Vladimir Poutine a attendu deux jours avant d’y aller de son propre hommage, célébrant la « gloire indélébile » des soldats nord-coréens, ayant permis de vaincre les « néonazis » ukrainiens et saluant « personnellement » le « camarade Kim Jong-un ». « Nous sommes convaincus que les solides liens d’amitié, les relations de voisinage et la coopération entre nos pays, forgée sur le champ de bataille, continueront à se développer et à s’étendre à tous les niveaux »,conclut le président russe.
Les forces armées ukrainiennes ont lancé une offensive surprise sur la région russe de Koursk à l’été 2024, avec pour but apparent de desserrer l’étau sur le Donbass et de conquérir des territoires pouvant servir de monnaie d’échange lors d’éventuelles négociations avec la Russie. Le commandement militaire russe a annoncé samedi 26 avril qu’il avait repris le contrôle total de la zone, ce que Kyiv conteste, assurant que ses soldats y mènent toujours des opérations.
Un « traité de partenariat stratégique »
Le 27 avril, le commandant d’une unité russe présente dans la région a de fait contredit les déclarations de son état-major, assurant que les combat continuaient contre des groupes de soldats ukrainiens mais qu’ils seraient détruits « bientôt ».
Tous les officiels russes et nord-coréens s’étant exprimés au sujet de ces troupes ont pris soin de préciser qu’elles combattaient dans cette région de Koursk. La précision a son importance : si elles étaient effectivement cantonnées à cette région russe, cela signifierait que les troupes nord-coréennes ne combattent pas (encore) sur le sol ukrainien à strictement parler. L’armée ukrainienne a au contraire affirmé à plusieurs reprises avoir affronté des soldats nord-coréens sur son sol, notamment dans la région de Soumy et dans le Donbass.

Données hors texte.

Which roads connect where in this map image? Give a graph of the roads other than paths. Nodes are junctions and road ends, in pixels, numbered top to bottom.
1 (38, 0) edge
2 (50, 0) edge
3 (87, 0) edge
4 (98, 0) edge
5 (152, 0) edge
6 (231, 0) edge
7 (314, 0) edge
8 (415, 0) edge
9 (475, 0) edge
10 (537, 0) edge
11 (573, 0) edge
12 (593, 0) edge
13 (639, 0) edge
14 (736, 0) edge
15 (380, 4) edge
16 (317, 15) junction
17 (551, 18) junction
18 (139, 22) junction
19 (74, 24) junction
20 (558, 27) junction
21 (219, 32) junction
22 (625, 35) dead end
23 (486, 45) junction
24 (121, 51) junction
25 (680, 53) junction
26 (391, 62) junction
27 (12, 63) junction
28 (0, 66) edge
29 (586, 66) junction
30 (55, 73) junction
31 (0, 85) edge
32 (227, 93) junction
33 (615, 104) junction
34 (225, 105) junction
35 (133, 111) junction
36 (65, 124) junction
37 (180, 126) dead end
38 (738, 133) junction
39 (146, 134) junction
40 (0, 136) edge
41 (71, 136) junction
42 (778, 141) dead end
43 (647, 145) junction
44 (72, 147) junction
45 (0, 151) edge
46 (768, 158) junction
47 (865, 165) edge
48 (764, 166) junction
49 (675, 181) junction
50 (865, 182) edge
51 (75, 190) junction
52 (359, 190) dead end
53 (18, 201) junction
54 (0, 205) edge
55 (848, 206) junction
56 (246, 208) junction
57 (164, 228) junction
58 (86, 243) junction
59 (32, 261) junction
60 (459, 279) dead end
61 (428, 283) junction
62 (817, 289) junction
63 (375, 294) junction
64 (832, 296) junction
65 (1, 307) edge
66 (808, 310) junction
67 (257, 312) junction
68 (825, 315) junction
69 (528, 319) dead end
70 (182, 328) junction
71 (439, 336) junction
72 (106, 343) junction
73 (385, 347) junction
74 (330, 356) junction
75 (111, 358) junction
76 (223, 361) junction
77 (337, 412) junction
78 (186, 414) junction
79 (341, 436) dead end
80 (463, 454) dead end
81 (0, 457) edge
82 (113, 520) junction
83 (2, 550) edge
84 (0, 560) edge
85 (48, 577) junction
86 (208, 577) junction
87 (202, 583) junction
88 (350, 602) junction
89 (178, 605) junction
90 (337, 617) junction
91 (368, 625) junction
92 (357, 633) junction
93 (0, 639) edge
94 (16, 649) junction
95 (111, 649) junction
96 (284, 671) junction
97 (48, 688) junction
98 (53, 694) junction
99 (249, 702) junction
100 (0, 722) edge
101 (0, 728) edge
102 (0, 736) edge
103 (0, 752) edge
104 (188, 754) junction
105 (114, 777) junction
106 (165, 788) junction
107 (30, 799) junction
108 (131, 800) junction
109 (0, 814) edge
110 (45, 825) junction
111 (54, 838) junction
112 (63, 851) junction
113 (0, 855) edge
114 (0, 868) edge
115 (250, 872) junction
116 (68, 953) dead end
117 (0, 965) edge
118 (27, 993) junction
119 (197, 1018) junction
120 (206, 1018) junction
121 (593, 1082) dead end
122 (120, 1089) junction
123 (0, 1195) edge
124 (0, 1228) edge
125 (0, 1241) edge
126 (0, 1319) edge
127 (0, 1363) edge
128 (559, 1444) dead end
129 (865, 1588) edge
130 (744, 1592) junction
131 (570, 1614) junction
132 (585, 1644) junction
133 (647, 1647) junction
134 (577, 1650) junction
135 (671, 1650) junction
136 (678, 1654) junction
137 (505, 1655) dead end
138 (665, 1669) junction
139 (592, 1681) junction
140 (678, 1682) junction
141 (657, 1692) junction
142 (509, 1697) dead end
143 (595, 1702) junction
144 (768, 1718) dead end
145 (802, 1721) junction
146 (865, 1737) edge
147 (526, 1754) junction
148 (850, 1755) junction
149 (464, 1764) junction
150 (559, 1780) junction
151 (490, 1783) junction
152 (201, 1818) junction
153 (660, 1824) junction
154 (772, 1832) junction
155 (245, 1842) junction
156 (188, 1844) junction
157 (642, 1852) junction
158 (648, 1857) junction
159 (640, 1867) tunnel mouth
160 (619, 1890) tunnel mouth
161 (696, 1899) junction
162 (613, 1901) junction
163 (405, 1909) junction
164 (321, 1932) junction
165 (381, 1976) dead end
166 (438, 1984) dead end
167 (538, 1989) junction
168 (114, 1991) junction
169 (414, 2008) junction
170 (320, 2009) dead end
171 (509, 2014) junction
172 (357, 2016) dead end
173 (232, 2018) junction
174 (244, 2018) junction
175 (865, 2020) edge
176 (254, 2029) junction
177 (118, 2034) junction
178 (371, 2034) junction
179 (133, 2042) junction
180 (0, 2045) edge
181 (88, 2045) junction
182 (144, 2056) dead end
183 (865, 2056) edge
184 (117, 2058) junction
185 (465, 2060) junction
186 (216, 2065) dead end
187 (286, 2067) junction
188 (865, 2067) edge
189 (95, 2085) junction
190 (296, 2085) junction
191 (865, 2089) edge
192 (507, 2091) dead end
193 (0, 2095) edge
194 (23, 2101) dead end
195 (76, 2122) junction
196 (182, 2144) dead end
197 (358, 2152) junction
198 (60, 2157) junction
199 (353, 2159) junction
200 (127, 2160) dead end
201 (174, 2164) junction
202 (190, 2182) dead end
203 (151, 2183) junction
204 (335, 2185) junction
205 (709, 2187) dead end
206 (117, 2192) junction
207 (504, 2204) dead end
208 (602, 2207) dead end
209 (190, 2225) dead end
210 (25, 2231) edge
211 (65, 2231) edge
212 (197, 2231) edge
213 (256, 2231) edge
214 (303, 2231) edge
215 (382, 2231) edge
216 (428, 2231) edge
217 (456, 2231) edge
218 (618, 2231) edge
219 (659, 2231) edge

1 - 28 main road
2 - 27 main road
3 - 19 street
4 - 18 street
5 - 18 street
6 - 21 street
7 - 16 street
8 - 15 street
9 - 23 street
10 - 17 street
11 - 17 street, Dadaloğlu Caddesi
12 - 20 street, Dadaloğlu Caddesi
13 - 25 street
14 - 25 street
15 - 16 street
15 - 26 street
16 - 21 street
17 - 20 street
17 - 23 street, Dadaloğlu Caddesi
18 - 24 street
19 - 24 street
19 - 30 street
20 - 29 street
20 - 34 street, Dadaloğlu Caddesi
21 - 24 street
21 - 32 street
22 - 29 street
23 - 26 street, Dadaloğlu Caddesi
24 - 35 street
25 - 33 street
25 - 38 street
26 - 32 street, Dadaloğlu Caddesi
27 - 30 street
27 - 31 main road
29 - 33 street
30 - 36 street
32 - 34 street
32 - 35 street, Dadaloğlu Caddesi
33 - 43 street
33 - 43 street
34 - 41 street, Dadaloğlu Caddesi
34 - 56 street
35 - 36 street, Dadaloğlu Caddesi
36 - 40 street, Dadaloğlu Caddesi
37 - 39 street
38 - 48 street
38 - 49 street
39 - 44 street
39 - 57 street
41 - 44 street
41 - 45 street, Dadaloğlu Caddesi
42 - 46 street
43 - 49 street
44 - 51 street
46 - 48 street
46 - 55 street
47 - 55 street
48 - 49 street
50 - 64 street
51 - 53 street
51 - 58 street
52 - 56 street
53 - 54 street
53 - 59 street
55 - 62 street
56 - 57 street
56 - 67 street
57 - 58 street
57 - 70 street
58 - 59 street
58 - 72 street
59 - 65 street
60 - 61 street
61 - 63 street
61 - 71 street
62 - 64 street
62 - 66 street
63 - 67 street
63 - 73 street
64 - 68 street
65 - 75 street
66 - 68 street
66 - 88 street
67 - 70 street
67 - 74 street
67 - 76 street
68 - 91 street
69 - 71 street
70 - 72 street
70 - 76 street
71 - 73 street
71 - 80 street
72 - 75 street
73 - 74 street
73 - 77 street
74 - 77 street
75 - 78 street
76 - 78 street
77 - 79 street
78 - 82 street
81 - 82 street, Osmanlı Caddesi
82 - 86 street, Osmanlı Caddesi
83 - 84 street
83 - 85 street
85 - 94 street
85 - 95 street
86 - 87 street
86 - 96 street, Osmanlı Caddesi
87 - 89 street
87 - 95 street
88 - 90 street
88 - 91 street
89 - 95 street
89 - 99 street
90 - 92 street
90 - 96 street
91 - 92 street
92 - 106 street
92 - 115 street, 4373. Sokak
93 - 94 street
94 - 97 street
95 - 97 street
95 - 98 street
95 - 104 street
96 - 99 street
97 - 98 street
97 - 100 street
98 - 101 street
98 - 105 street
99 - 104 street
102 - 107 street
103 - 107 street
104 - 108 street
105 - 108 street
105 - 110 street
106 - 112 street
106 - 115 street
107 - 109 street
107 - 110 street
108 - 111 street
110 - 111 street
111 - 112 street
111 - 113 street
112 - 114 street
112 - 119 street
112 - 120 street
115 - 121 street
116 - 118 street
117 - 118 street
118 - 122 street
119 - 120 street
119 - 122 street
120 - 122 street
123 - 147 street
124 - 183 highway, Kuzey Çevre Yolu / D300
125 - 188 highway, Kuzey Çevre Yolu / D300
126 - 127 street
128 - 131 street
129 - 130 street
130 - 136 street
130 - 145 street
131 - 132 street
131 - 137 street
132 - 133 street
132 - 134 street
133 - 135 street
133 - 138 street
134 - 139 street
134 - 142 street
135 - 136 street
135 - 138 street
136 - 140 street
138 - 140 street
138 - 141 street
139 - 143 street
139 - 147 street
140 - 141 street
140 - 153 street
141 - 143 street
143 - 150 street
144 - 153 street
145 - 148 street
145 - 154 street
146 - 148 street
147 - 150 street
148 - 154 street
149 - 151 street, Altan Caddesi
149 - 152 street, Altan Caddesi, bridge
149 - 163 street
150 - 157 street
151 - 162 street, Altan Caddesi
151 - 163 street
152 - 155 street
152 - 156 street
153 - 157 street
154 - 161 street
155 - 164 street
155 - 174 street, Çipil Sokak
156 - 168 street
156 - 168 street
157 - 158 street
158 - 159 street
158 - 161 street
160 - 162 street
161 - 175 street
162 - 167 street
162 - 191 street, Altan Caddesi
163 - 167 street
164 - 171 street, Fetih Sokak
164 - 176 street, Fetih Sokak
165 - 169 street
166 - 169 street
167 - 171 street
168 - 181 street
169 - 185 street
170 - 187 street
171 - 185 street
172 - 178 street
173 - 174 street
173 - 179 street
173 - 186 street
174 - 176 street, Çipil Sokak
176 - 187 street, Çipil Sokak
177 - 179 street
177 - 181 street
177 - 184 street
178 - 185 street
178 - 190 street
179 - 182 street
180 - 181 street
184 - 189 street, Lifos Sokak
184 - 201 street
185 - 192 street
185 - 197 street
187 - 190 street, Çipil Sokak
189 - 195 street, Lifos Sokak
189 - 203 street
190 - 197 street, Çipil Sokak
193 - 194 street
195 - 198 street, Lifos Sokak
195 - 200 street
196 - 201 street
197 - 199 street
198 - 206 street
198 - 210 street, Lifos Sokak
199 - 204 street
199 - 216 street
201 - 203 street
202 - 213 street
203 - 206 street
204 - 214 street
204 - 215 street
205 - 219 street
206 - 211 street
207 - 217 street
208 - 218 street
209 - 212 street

Ces officiels russes et nord-coréens précisent également que ces troupes ont été déployées en vertu d’un « traité de partenariat stratégique » signé en juin 2024 par Vladimir Poutine et Kim Jong-un, qui inclut une clause d’assistance mutuelle.
Joignant les images aux mots, le ministère russe de la défense a publié, toujours lundi 28 avril, une vidéo montrant des soldats nord-coréens à l’entraînement. Le lieu et la date ne sont pas précisés. On y voit des militaires courir, tirer au lance-roquettes, au fusil-mitrailleur et écouter un instructeur leur détailler le maniement d’une grenade, sur un champ de tir venteux.
Cette débauche de communication contraste avec la discrétion extrême qui avait prévalu jusqu’à présent. Preuve du souci initial de Moscou et de Pyongyang de cacher leur implication dans les combats, les soldats nord-coréens déployés pour le compte de Moscou s’étaient vu attribuer des cartes d’identité militaires russes, qu’ils portaient afin de passer pour des citoyens russes originaires des républiques de Iakoutie et de Bouriatie.
La raison pour laquelle les deux États ont choisi de finalement l’assumer reste peu claire. Il pourrait s’agir d’une manière, pour la Russie, de montrer qu’elle est en position de force d’un point de vue militaire, puisqu’elle peut compter sur des alliés déterminés à ses côtés – alliés qui pourraient décider à l’avenir de combattre également sur le sol ukrainien.
« Avoir la possibilité de les déployer en Ukraine renforce la position de Moscou dans les négociations sur le cessez-le-feu menées sous la médiation de Washington, qui entrent actuellement dans une phase cruciale », relève ainsi Artyom Lukin, professeur à l’Institut d’études orientales de l’université de Vladivostok (Russie).
Selon des sources ukrainiennes et sud-coréennes, près de 4 000 soldats de Pyongyang auraient été tués ou blessés, sur un total de 14 000 militaires envoyés combattre aux côtés des forces de Moscou.
Parmi les documents retrouvés sur les corps de certains de ces soldats morts au front figuraient des mémos écrits indiquant comment prononcer « Rendez-vous »ou « Vous êtes cernés » face à des soldats ukrainiens, des livrets d’instruction de premiers soins édités en coréen par le ministère russe de la défense, ou encore des messages de félicitations et d’encouragement apparemment adressés par Kim Jong-un.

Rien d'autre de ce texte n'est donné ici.